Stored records
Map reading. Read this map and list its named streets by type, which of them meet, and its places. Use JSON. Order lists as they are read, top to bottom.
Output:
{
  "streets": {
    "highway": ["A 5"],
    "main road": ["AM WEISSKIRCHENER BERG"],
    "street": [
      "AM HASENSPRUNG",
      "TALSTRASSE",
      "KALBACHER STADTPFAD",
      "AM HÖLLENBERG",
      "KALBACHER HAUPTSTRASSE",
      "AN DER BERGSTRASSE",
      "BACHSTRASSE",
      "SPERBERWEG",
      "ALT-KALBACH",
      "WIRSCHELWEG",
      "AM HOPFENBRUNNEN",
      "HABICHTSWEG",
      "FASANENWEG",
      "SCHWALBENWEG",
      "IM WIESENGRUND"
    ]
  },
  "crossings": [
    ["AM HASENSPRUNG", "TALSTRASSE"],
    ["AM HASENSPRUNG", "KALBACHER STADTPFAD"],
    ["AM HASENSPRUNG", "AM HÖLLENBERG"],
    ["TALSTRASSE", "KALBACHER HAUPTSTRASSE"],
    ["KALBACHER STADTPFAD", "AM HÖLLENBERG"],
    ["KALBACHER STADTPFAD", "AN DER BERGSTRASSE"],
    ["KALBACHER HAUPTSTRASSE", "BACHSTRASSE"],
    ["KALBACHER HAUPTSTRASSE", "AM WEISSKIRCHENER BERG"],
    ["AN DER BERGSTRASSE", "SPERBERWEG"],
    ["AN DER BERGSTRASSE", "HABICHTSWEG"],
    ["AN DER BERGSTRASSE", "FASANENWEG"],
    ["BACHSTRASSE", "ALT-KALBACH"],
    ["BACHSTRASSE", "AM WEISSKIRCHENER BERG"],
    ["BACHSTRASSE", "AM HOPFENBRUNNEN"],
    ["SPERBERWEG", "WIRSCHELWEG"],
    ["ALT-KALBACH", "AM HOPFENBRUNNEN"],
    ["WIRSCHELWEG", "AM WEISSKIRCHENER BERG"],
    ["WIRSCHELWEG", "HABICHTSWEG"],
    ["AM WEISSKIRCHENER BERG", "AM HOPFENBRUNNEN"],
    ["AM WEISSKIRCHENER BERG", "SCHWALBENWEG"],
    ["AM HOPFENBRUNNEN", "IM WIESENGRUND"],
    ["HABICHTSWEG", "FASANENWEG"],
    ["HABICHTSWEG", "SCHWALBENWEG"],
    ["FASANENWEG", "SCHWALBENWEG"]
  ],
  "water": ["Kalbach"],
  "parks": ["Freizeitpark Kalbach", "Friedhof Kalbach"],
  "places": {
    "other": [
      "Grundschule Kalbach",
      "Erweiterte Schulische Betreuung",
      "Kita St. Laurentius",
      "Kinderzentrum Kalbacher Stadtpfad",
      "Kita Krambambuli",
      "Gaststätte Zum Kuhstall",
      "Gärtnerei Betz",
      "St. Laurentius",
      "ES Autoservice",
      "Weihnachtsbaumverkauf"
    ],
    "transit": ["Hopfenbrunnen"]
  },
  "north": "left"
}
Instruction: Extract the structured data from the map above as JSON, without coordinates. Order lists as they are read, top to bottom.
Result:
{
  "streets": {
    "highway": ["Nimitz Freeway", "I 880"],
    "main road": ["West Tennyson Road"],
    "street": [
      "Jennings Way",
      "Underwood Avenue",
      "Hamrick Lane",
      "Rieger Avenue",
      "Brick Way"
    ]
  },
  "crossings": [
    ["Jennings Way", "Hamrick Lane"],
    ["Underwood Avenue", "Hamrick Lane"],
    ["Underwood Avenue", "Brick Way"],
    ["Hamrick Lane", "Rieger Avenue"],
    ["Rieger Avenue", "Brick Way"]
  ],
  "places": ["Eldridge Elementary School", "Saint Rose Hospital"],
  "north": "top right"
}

▸ **To do**
Each line of the data must be retyped exactly as written.

▸ **Reply to the task**
Map reading. Read this map and list its named streets by type, which of them meet, and its places. Use JSON. Order lists as they are read, top to bottom.
Output:
{
  "streets": {
    "highway": ["A 5"],
    "main road": ["AM WEISSKIRCHENER BERG"],
    "street": [
      "AM HASENSPRUNG",
      "TALSTRASSE",
      "KALBACHER STADTPFAD",
      "AM HÖLLENBERG",
      "KALBACHER HAUPTSTRASSE",
      "AN DER BERGSTRASSE",
      "BACHSTRASSE",
      "SPERBERWEG",
      "ALT-KALBACH",
      "WIRSCHELWEG",
      "AM HOPFENBRUNNEN",
      "HABICHTSWEG",
      "FASANENWEG",
      "SCHWALBENWEG",
      "IM WIESENGRUND"
    ]
  },
  "crossings": [
    ["AM HASENSPRUNG", "TALSTRASSE"],
    ["AM HASENSPRUNG", "KALBACHER STADTPFAD"],
    ["AM HASENSPRUNG", "AM HÖLLENBERG"],
    ["TALSTRASSE", "KALBACHER HAUPTSTRASSE"],
    ["KALBACHER STADTPFAD", "AM HÖLLENBERG"],
    ["KALBACHER STADTPFAD", "AN DER BERGSTRASSE"],
    ["KALBACHER HAUPTSTRASSE", "BACHSTRASSE"],
    ["KALBACHER HAUPTSTRASSE", "AM WEISSKIRCHENER BERG"],
    ["AN DER BERGSTRASSE", "SPERBERWEG"],
    ["AN DER BERGSTRASSE", "HABICHTSWEG"],
    ["AN DER BERGSTRASSE", "FASANENWEG"],
    ["BACHSTRASSE", "ALT-KALBACH"],
    ["BACHSTRASSE", "AM WEISSKIRCHENER BERG"],
    ["BACHSTRASSE", "AM HOPFENBRUNNEN"],
    ["SPERBERWEG", "WIRSCHELWEG"],
    ["ALT-KALBACH", "AM HOPFENBRUNNEN"],
    ["WIRSCHELWEG", "AM WEISSKIRCHENER BERG"],
    ["WIRSCHELWEG", "HABICHTSWEG"],
    ["AM WEISSKIRCHENER BERG", "AM HOPFENBRUNNEN"],
    ["AM WEISSKIRCHENER BERG", "SCHWALBENWEG"],
    ["AM HOPFENBRUNNEN", "IM WIESENGRUND"],
    ["HABICHTSWEG", "FASANENWEG"],
    ["HABICHTSWEG", "SCHWALBENWEG"],
    ["FASANENWEG", "SCHWALBENWEG"]
  ],
  "water": ["Kalbach"],
  "parks": ["Freizeitpark Kalbach", "Friedhof Kalbach"],
  "places": {
    "other": [
      "Grundschule Kalbach",
      "Erweiterte Schulische Betreuung",
      "Kita St. Laurentius",
      "Kinderzentrum Kalbacher Stadtpfad",
      "Kita Krambambuli",
      "Gaststätte Zum Kuhstall",
      "Gärtnerei Betz",
      "St. Laurentius",
      "ES Autoservice",
      "Weihnachtsbaumverkauf"
    ],
    "transit": ["Hopfenbrunnen"]
  },
  "north": "left"
}
Instruction: Extract the structured data from the map above as JSON, without coordinates. Order lists as they are read, top to bottom.
Result:
{
  "streets": {
    "highway": ["Nimitz Freeway", "I 880"],
    "main road": ["West Tennyson Road"],
    "street": [
      "Jennings Way",
      "Underwood Avenue",
      "Hamrick Lane",
      "Rieger Avenue",
      "Brick Way"
    ]
  },
  "crossings": [
    ["Jennings Way", "Hamrick Lane"],
    ["Underwood Avenue", "Hamrick Lane"],
    ["Underwood Avenue", "Brick Way"],
    ["Hamrick Lane", "Rieger Avenue"],
    ["Rieger Avenue", "Brick Way"]
  ],
  "places": ["Eldridge Elementary School", "Saint Rose Hospital"],
  "north": "top right"
}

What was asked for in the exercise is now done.